• **Try it**
Look below and pull out each line with the word "余杭塘路".

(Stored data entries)

------------------------------------------------------------------------

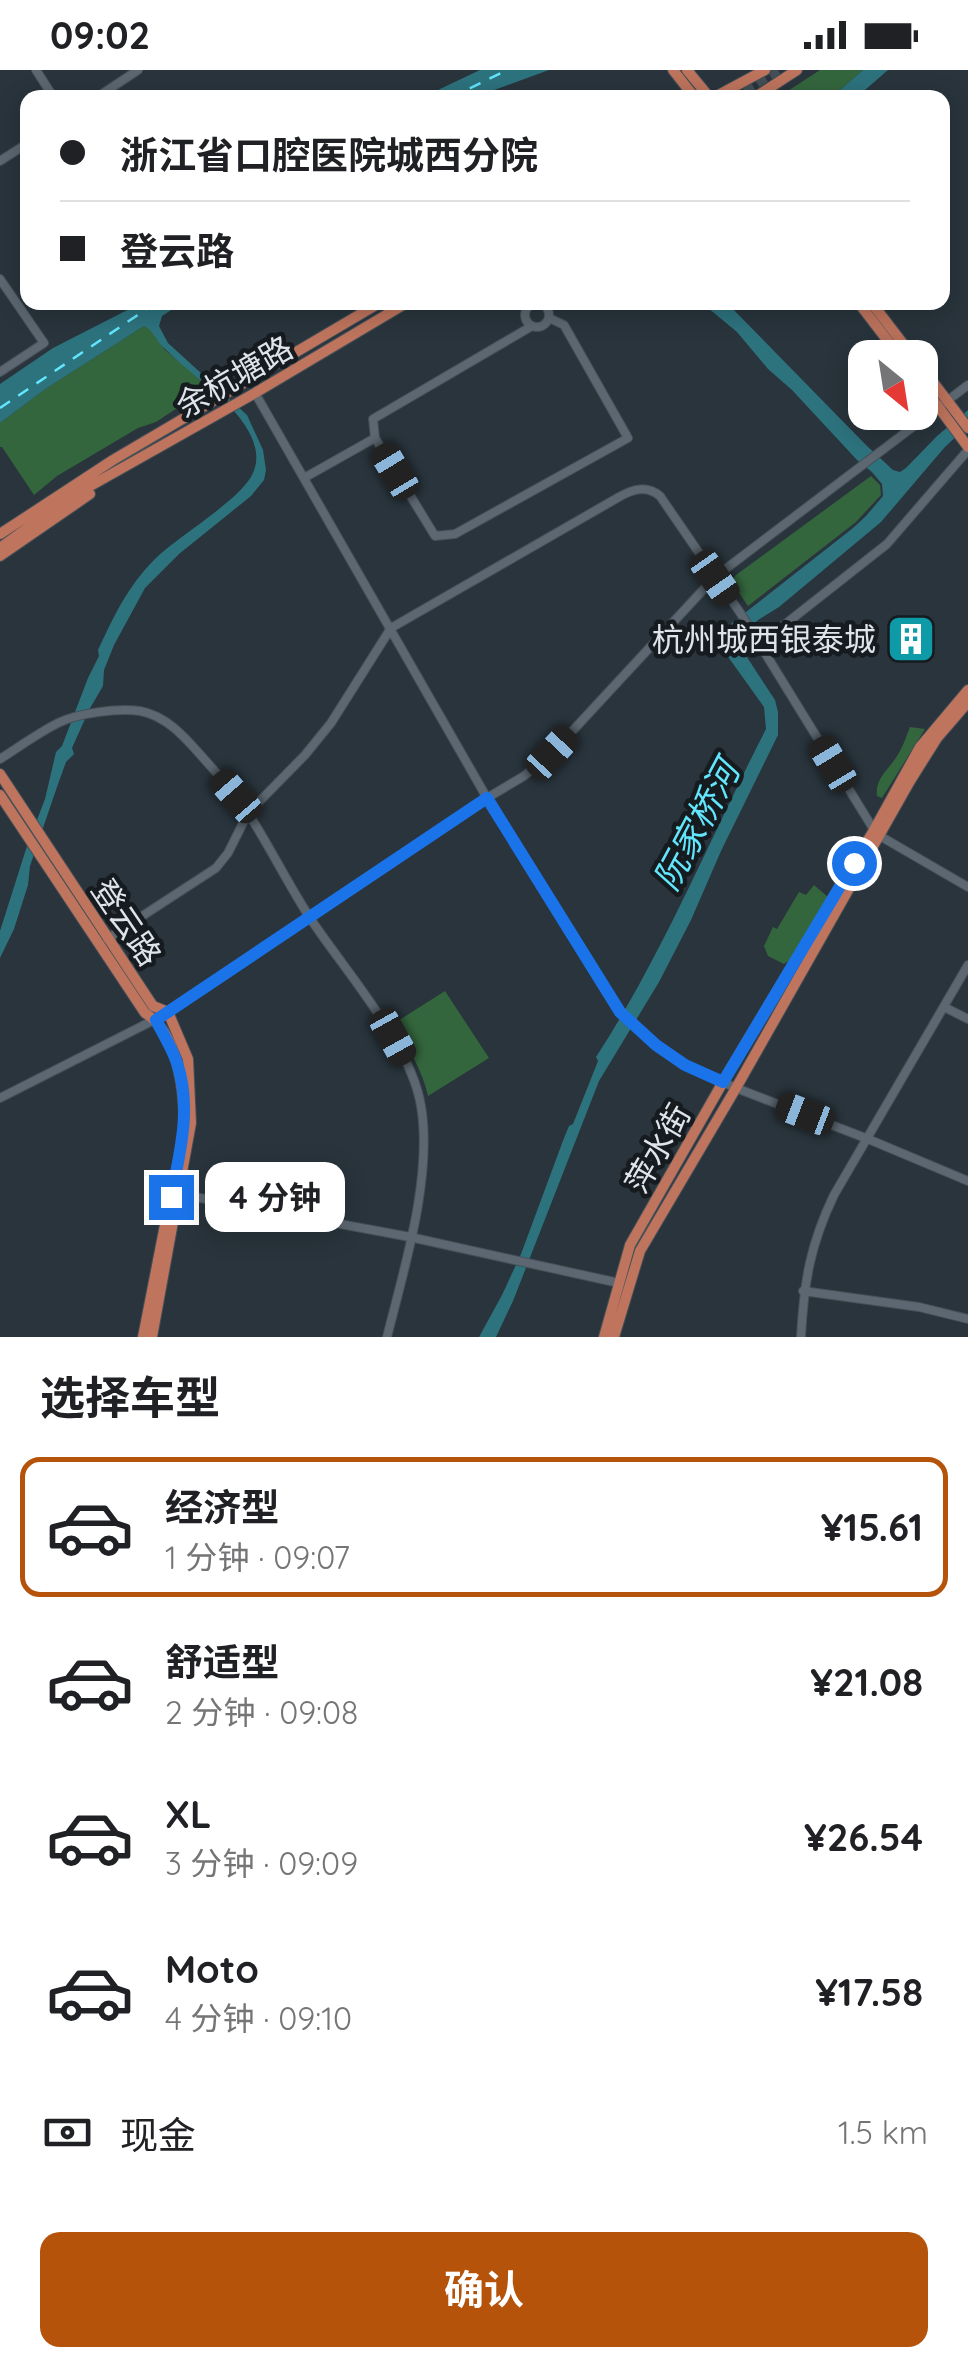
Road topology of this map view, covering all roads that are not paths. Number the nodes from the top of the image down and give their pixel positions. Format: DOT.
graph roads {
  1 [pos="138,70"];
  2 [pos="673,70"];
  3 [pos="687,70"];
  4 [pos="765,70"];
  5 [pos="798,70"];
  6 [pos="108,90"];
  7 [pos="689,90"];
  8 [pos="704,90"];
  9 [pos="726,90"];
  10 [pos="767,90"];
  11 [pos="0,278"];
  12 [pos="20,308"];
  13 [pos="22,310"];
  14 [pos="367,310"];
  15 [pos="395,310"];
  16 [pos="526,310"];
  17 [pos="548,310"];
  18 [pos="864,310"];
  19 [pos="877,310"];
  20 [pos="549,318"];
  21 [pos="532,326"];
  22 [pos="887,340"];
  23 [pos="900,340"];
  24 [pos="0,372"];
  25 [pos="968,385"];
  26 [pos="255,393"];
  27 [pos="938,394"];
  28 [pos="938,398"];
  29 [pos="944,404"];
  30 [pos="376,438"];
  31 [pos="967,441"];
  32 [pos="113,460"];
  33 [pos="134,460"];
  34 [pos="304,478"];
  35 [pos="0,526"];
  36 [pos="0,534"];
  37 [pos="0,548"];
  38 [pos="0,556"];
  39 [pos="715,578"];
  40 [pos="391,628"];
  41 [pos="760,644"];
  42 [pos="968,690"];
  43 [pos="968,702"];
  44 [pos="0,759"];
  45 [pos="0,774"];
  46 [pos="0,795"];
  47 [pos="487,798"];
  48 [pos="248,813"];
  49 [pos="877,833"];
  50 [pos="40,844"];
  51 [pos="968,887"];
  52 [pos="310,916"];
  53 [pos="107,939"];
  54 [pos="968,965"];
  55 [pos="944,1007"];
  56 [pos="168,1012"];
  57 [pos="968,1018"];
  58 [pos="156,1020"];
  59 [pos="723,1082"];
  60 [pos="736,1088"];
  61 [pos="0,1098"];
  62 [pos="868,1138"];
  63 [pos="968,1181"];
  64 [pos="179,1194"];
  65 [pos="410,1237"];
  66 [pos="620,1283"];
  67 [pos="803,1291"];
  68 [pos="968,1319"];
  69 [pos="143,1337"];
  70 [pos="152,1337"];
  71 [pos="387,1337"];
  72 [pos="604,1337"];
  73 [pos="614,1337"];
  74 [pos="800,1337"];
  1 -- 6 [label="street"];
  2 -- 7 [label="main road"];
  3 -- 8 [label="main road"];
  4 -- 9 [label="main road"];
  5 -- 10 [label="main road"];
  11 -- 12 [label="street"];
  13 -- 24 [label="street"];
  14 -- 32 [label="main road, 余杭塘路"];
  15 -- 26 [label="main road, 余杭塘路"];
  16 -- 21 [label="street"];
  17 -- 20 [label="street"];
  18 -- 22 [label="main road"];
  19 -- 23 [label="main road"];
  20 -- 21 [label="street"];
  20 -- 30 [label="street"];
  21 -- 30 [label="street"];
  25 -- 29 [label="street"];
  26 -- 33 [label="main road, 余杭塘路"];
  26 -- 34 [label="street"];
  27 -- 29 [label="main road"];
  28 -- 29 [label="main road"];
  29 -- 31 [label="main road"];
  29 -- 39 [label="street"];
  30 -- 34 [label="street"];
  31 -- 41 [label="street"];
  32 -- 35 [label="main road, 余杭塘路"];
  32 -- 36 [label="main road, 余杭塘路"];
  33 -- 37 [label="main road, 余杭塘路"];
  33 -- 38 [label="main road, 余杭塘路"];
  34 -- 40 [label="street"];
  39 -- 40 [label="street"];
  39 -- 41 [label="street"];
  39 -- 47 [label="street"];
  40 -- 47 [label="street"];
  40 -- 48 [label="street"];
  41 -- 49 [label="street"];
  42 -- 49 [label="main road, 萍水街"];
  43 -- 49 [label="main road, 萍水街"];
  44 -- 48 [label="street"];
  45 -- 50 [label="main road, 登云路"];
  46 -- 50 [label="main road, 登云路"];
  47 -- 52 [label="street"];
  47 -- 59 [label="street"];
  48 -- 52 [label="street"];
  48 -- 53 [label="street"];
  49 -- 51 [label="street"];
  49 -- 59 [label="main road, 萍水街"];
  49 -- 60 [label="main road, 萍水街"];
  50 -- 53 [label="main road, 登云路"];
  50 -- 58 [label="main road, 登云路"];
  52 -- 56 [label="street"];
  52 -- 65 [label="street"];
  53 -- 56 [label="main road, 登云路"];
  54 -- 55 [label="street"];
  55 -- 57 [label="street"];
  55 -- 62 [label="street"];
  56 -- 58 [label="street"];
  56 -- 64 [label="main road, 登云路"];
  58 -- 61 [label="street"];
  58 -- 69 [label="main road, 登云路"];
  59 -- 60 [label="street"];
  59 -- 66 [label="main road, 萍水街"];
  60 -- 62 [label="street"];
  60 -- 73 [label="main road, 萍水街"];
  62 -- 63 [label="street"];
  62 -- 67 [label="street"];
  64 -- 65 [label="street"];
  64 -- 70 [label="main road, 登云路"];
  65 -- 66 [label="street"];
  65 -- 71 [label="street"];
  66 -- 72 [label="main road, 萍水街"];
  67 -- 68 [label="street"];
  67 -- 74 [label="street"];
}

------------------------------------------------------------------------

• **Solution below**
  14 -- 32 [label="main road, 余杭塘路"];
  15 -- 26 [label="main road, 余杭塘路"];
  26 -- 33 [label="main road, 余杭塘路"];
  32 -- 35 [label="main road, 余杭塘路"];
  32 -- 36 [label="main road, 余杭塘路"];
  33 -- 37 [label="main road, 余杭塘路"];
  33 -- 38 [label="main road, 余杭塘路"];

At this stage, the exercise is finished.